Do people need require(foo) === await import(foo) anyway?

Actually I don't think it matter that much, because import(cjs) (returns a synthetic module namespace) is not reference equal to require(cjs) already, and no one complains AFAIK (though it might also have to do with that it's probably not too common to import(cjs)).

joyeecheung avatar Apr 14 '24 14:04 joyeecheung

Do people need require(foo) === await import(foo) anyway?

It's not for comparison; it facilitates avoiding the dual-package hazard (and thus can vastly simplify a package's internals):

const mod = require('some-package');

mod.foo++;
import * as mod from 'some-package';

mod.foo++;

In the above, assuming the package is done right, foo will be the same foo and thus be incremented twice (instead of two different foos each getting incremented once each). Absolutely no-one wants two different foo here.

JakobJingleheimer avatar Apr 14 '24 14:04 JakobJingleheimer

@JakobJingleheimer I don't think this use case needs reference equality of "the thing that gets returned by require() or import()", what it needs is live binding of what's inside those returned objects. The example still works even if mod.foo are done from re-exported getter/setters (solution proposed https://github.com/nodejs/node/pull/52166#issuecomment-2015415552), or if mod.foo comes from the prototype (the original solution that's still in this PR). Although I do think this suggests that we shouldn't do https://github.com/nodejs/node/pull/52166#issuecomment-2011020389 because then you'll be modifying the live binding of the facade, not the original module.

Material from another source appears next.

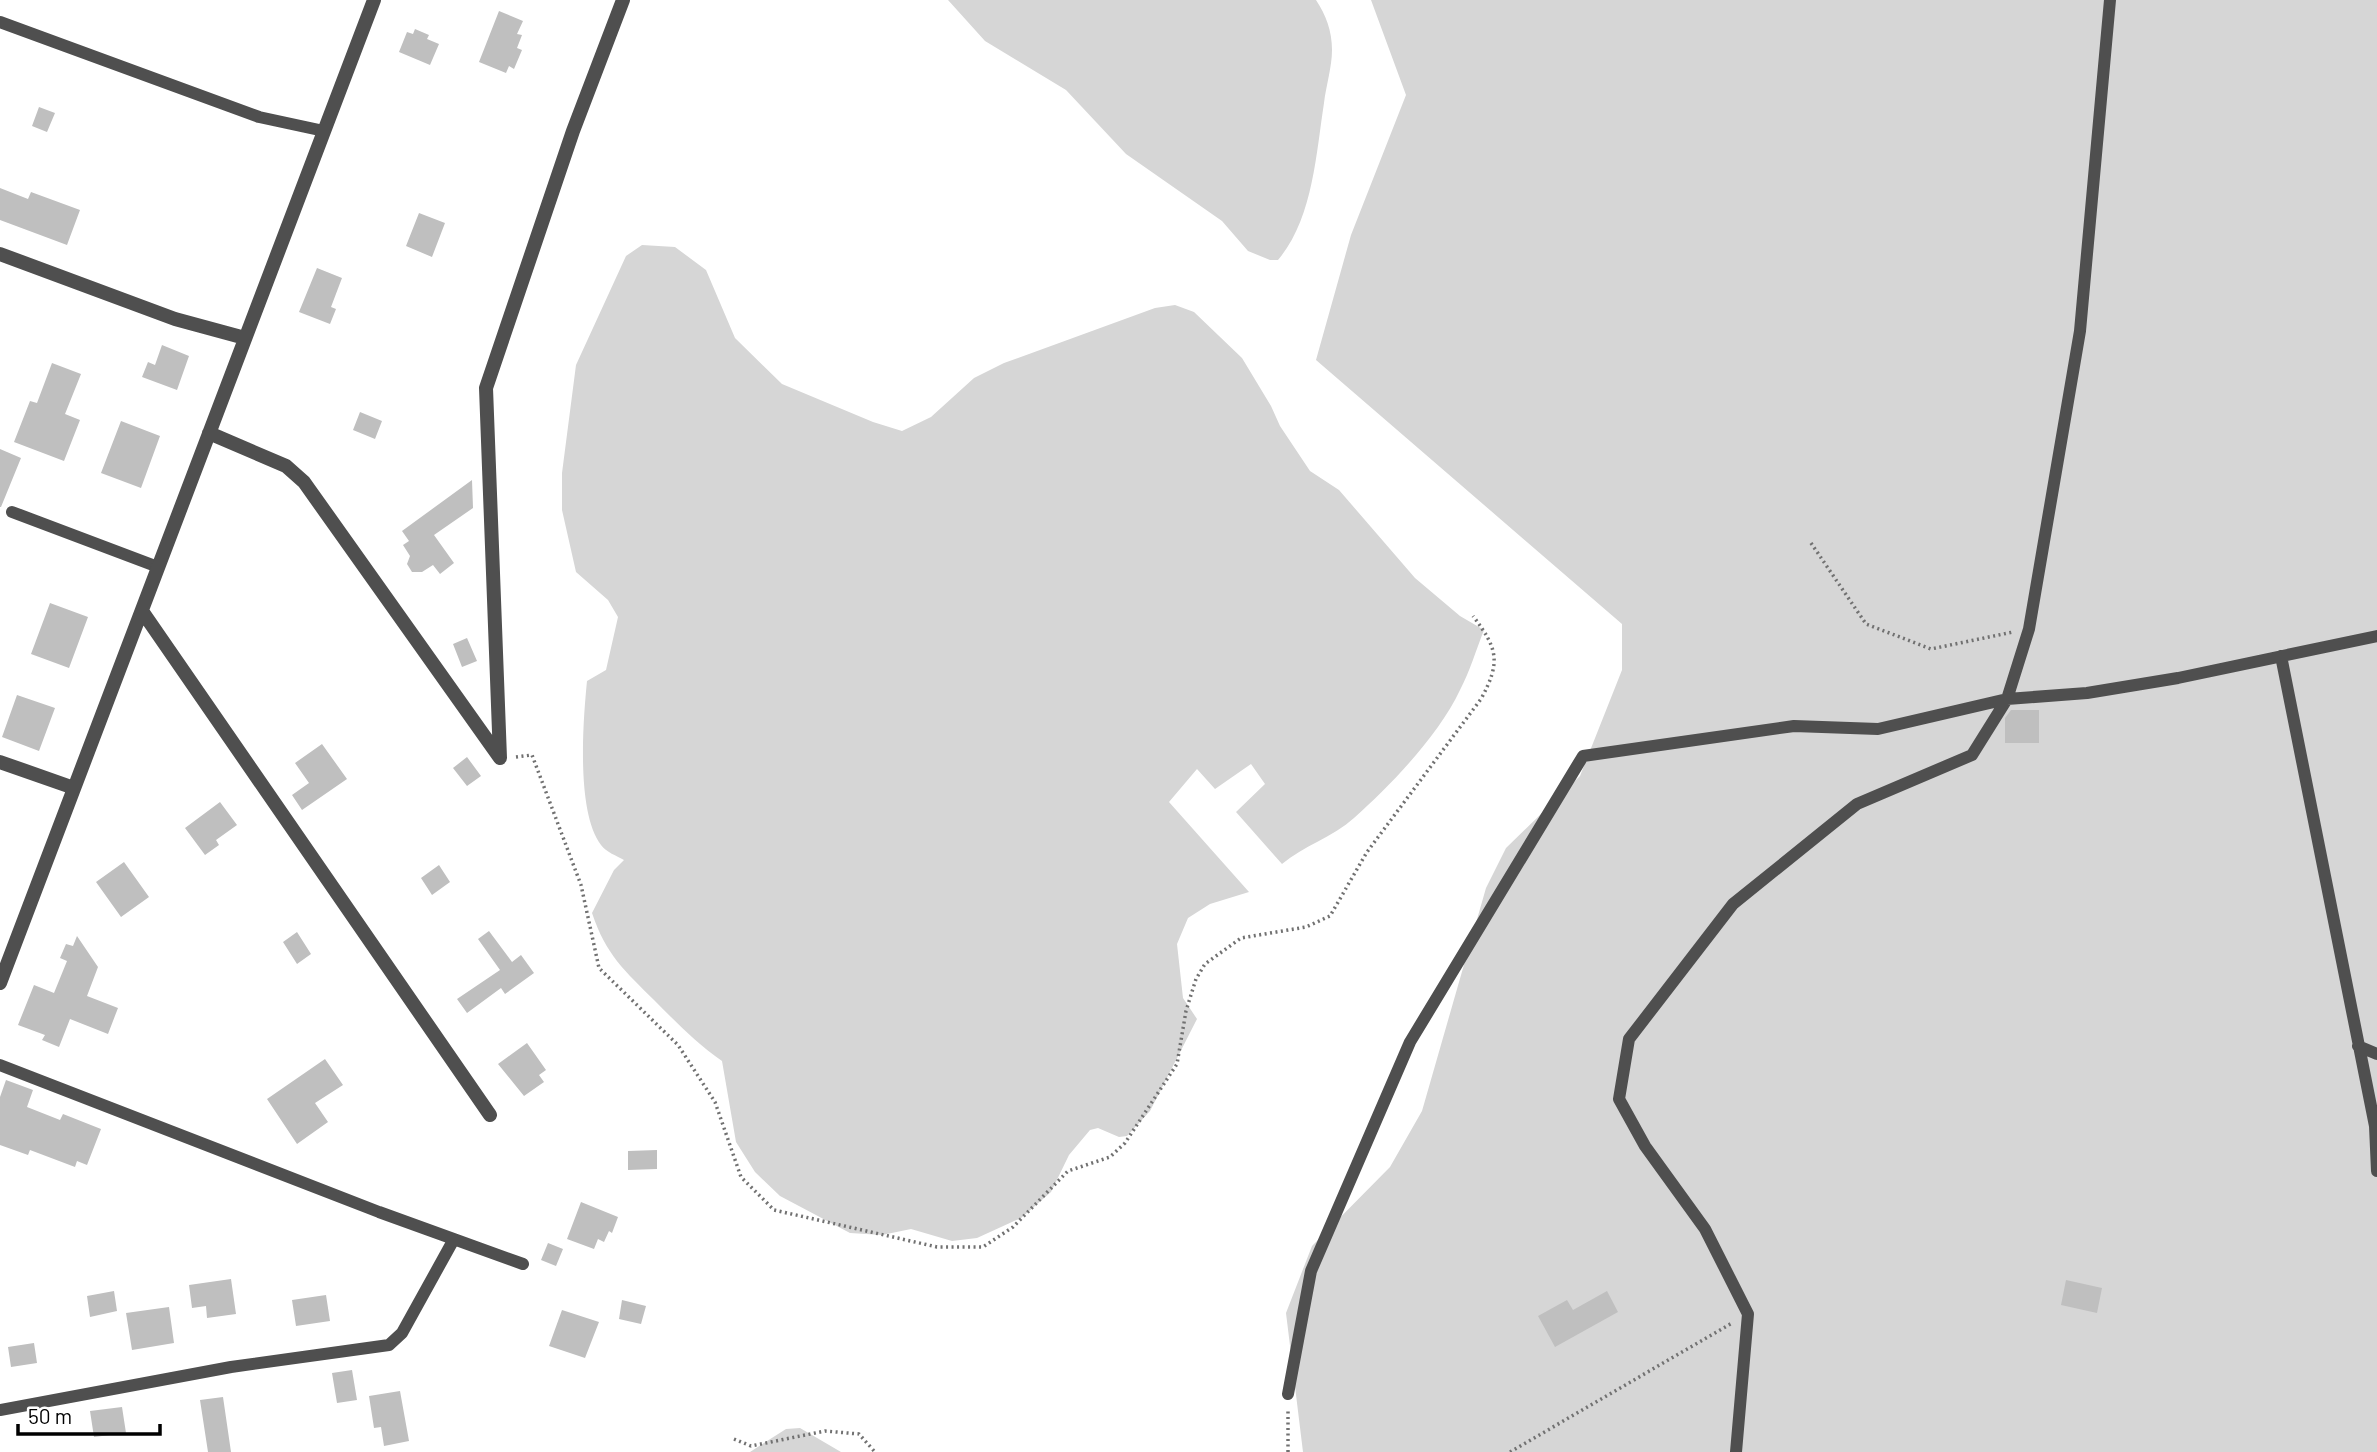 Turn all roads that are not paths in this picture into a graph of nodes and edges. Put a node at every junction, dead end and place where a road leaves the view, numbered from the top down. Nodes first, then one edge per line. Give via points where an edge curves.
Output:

joyeecheung avatar Apr 14 '24 15:04 joyeecheung

import * as mod from 'some-package';

mod.foo++;

In the above, assuming the package is done right, foo will be the same foo and thus be incremented twice (instead of two different foos each getting incremented once each). Absolutely no-one wants two different foo here.

mod.foo++ would throw a TypeError because JS module exports are readonly. But the point about the underlying module instance stands - and is met by the proposed solutions here.

It's just that the example needs to be:

const mod = require('some-package');
mod.incrementFoo();
import * as mod from 'some-package';
mod.incrementFoo();

where mod.incrementFoo() mutates the same module instance in both cases.

justinfagnani avatar Apr 14 '24 15:04 justinfagnani

Right actually I don't think it matters for https://github.com/nodejs/node/pull/52166#issuecomment-2011020389 either since the module namespace is not mutable. And if the mutation is done via a method or on an exported object's properties, all the solutions proposed so far behave the same, they will just modify what's in the underlying module.

joyeecheung avatar Apr 14 '24 15:04 joyeecheung

If it's not a pointer, that'll be hell to manage. Yes we can, but surely a pointer is the most simple and desirable, no?

It's just that the example needs to be:

const mod = require('some-package'); mod.incrementFoo(); import * as mod from 'some-package'; mod.incrementFoo(); where mod.incrementFoo() mutates the same module instance in both cases

Ah, yes—fair point (I oversimplified). As long as they point to the same underlying state, great 😊 but hopefully there is as little in the middle as possible/necessary.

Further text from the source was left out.